Considering the massive SATA 3.0Gb/s installed-base isn’t going anywhere in the immediate future, Intel has a huge market to sell the SSD 320 in to. We also need to remember that the SSD 320 is just one part of Intel’s portfolio, which includes the mSATA SSD 310, SATA 6.0Gb/s SSD 510, and X25-M/V models still being sold in stores. For the most consumers and workplace warriors, the SSD 320 is still much faster than the fastest hard drive.
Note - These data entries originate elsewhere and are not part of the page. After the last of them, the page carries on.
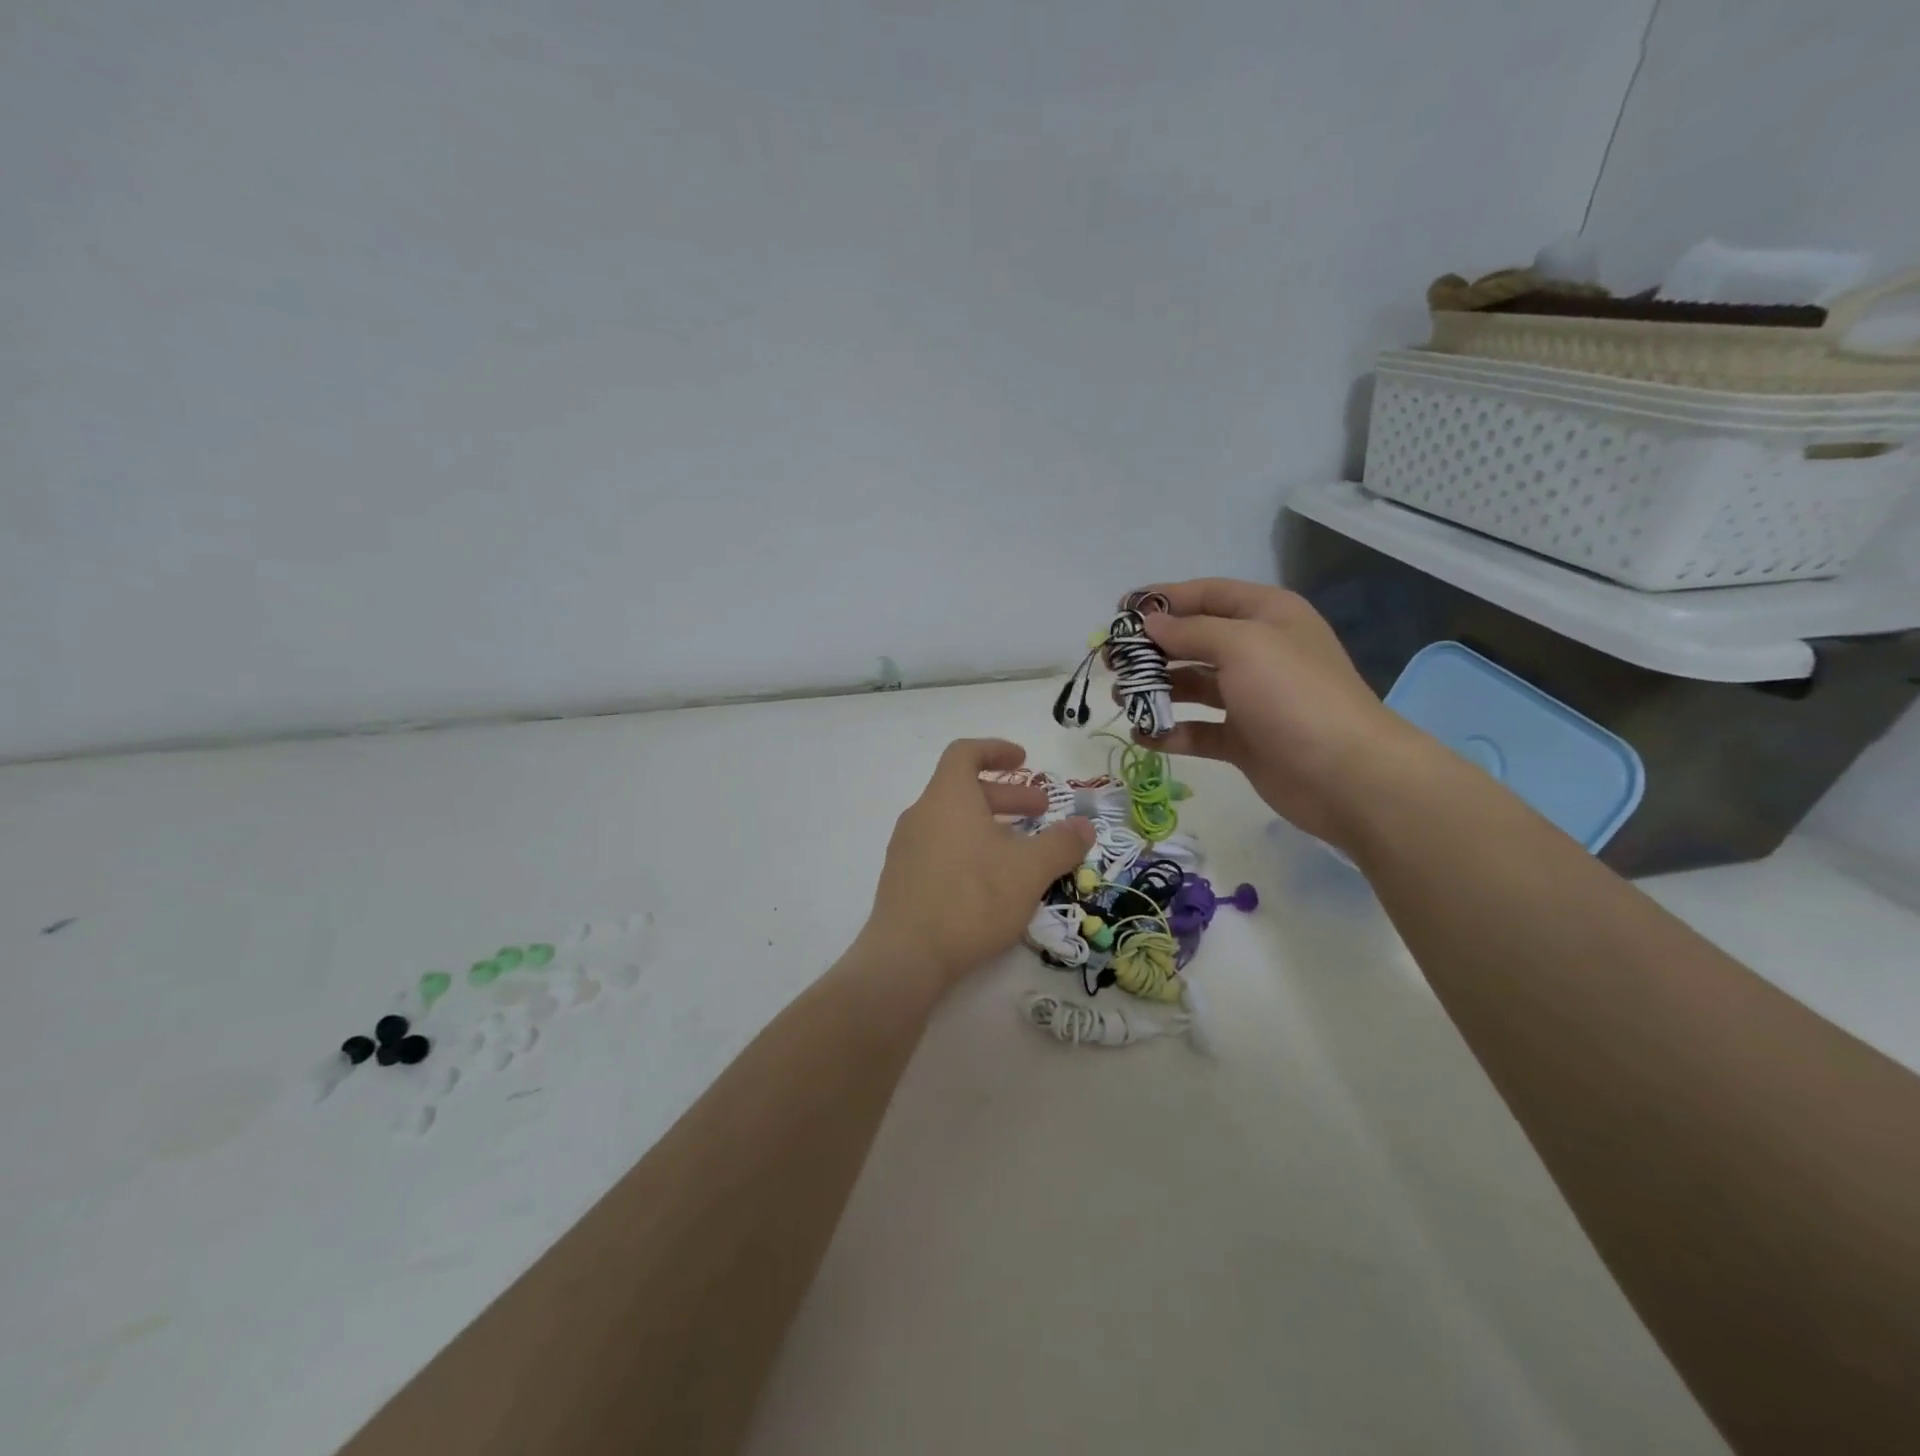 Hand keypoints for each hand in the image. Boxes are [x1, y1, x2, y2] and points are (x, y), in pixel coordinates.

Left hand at [861, 740, 1094, 994]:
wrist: (907, 956)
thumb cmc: (971, 898)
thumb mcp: (1029, 870)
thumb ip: (1061, 844)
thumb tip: (1084, 827)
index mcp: (947, 797)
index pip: (965, 752)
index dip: (996, 750)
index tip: (1024, 760)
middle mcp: (921, 814)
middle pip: (964, 790)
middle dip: (1007, 796)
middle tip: (1041, 812)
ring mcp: (907, 848)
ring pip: (954, 823)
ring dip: (990, 827)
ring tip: (1023, 851)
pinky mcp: (903, 879)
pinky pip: (941, 849)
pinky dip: (970, 850)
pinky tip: (992, 882)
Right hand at [1139, 579, 1435, 848]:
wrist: (1345, 774)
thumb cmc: (1293, 695)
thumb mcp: (1242, 645)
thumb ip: (1190, 631)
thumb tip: (1150, 623)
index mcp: (1266, 616)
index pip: (1206, 595)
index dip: (1163, 600)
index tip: (1120, 612)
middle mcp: (1258, 652)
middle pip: (1194, 641)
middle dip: (1152, 649)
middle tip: (1112, 662)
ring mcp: (1250, 698)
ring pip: (1192, 686)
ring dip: (1156, 690)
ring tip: (1120, 699)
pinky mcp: (1243, 740)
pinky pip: (1198, 729)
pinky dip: (1170, 732)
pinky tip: (1143, 736)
And while it isn’t as fast as other enthusiast SSDs, Intel scores major points for reliability, compatibility and the little things, like their SSD toolbox.


  • Very high reliability
  • Strong performance gains over X25-M
  • Enterprise-class data protection
  • Huge capacities offered
  • Intel passed NAND savings along to buyers


  • Still not as fast as other performance-based SSDs

Bottom Line

At the end of the day, the Intel SSD 320 needed to best the X25-M in SATA 3Gb/s performance, which it did handily. Intel tossed in some new goodies along the way with the power protection and massive 600GB capacity, without hitting the buyer where it counts – the wallet. While the SSD 320 can’t hang with the new SATA 6Gb/s models, that’s not the point. The 320 will find itself a happy home within enterprise SSD deployments as well as in consumer machines that are still using the SATA 3Gb/s interface.